The Gifts Ungiven is probably better off being the 4th Intuition, but Gifts is potentially a more exciting card. You have seven different cards in the maindeck you might want to access, with the possibility of Magus of the Moon and other creatures in the sideboard as well. Your first Intuition is probably going to get Life from the Loam, Urborg and Volrath’s Stronghold. Gifts would be nice because it can set up multiple plans at once. And Collective Restraint was an oddball suggestion from Matt that is turning out to be fairly decent; it costs one more than Propaganda but it costs them one to two more mana on average and doesn’t get nuked by most Engineered Explosives settings. There is also an advantage to having a non-zero number of cards with converted mana cost 4; you can actually Counterbalance all the way up the curve.

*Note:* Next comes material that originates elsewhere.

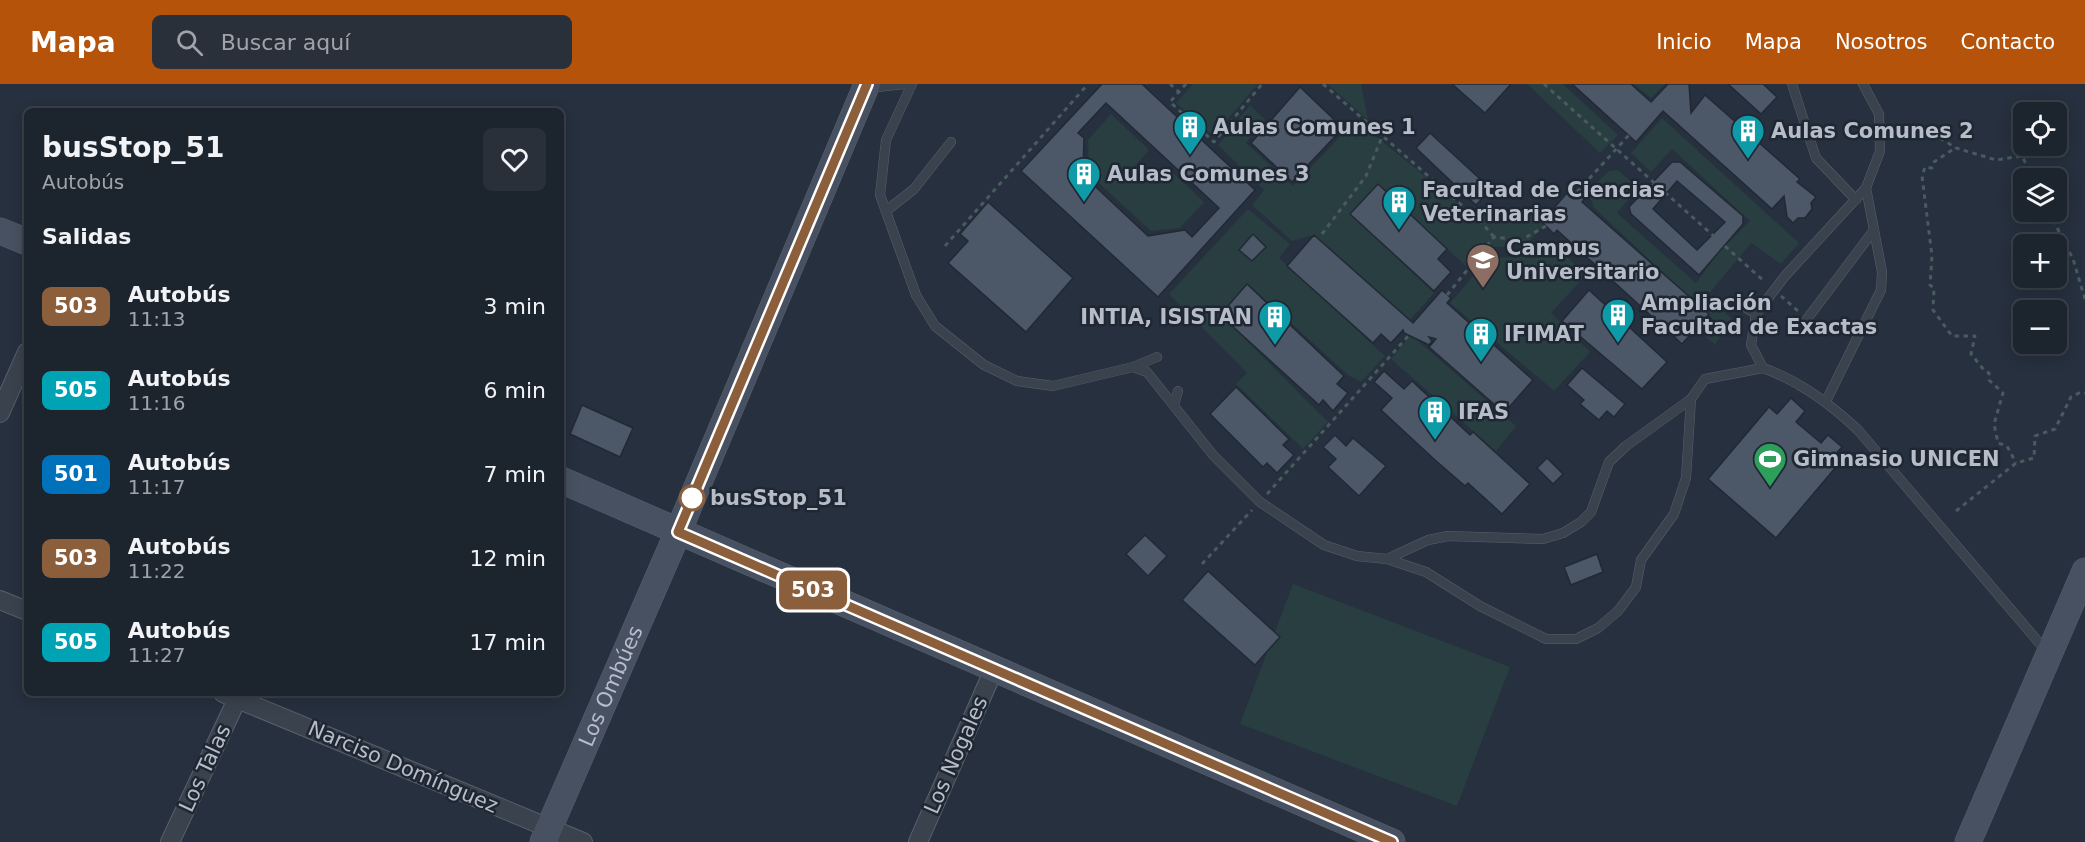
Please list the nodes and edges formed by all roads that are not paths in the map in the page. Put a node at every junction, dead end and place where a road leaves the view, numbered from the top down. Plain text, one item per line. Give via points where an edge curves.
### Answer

Is this the best deck ever? No, but I think it has a lot of potential. Mainly I think that the deck is on the right track in terms of positioning itself in the metagame. It does lose to Extirpate, but at least it can overwhelm the deck with targets… to a certain extent. Pernicious Deed is probably the best card in Legacy, so I think the best decks will do everything they can to exploit the card. It’s only real weakness are Blood Moon decks and decks with heavy recursion engines; this is on the right track to addressing both.